I am reading following blog post write by @asterite
Following is content copy from there.
require "big"
def fib(n)
if n <= 1
BigInt.new(1)
else
fib(n - 1) + fib(n - 2)
end
end
time = Time.local
puts fib(BigInt.new(46))
puts Time.local - time
Then when run same code use Crystal 1.6-dev, it is much slower than the example above, in fact, i run several times, and break it early every time after 8 mins.
So, i guess there must somethings changed, which cause Crystal not as faster as before.
I consider we are really need a benchmark, like this, but, not compare to other language, just compare to language self, to find those type issue out.
Though, after do some Array/Tuple and puts trick, the performance is better, but, i think, we have to investigate why those code even unchanged, can gain that kind of performance in 2017, if we use those trick that time, still will beat Crystal 1.4 a lot?
BTW: above code run more than 18 mins … still no result. 8X slow than before.
The M1 is a beast. It’s super fast. The compiler compiles for me in like 12 seconds, while on other machines I heard it takes like 45 seconds.
In any case, the performance issue with BigInt is known.
One way to improve this is by representing BigInt internally as a union of a primitive value (say Int64) or a LibGMP::MPZ instance. Then if you do BigInt.new(1) it’s just an Int64 under the hood. If we add one to it, it’s still an Int64. But once it exceeds the limit we would just then call libgmp.
Although ruby’s bigint seems in general to perform better than the one of crystal.
If one changes the algorithm to something like
def fib(n)
return n if n<2
i, y, z= 2, BigInt.new(1), BigInt.new(1)
loop do
return z if i==n
i, y, z= i+1, z, (y+z)
end
end
and does things like fib(1_000_000) or even fib(10_000_000) then ruby’s benefit of being able to avoid BigInt for smaller values should be irrelevant as the vast majority of steps will just deal with BigInts anyway. But ruby is still significantly faster
Right, Ruby doesn’t use libgmp. They have their own algorithm for bigint. Maybe it’s more performant than libgmp. Also maybe it ties better with their GC, no idea.

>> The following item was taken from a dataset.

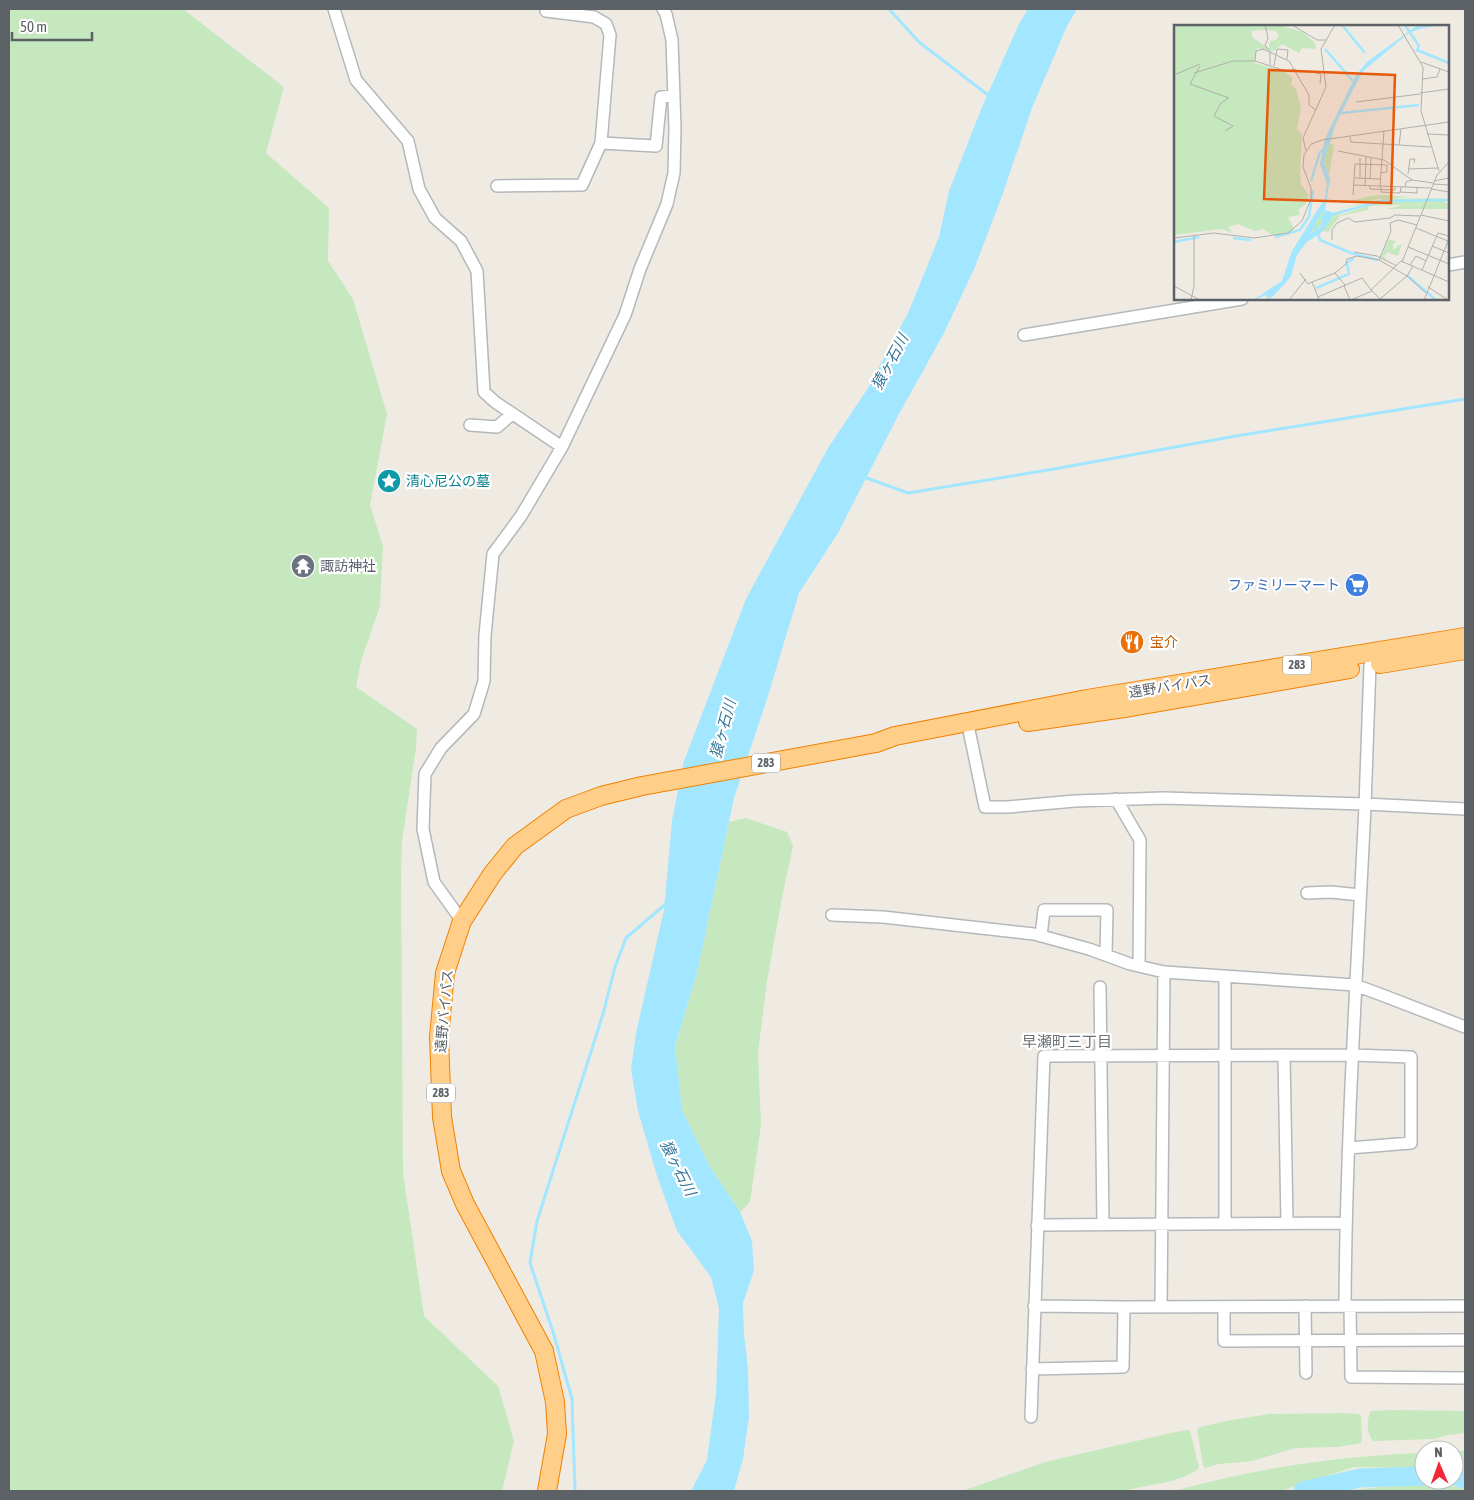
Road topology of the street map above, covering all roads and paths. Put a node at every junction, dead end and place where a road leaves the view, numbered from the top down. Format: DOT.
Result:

I don’t know about the internals of LibGMP but maybe GC.malloc_atomic can be used instead of GC.malloc . That way the GC will not go into the payload of that allocation looking for possible pointers.
I think that’s to be expected. The garbage collection doesn’t even get any chance to run. The program is a tight CPU loop with no IO or any other opportunity where execution could possibly jump to the GC fiber.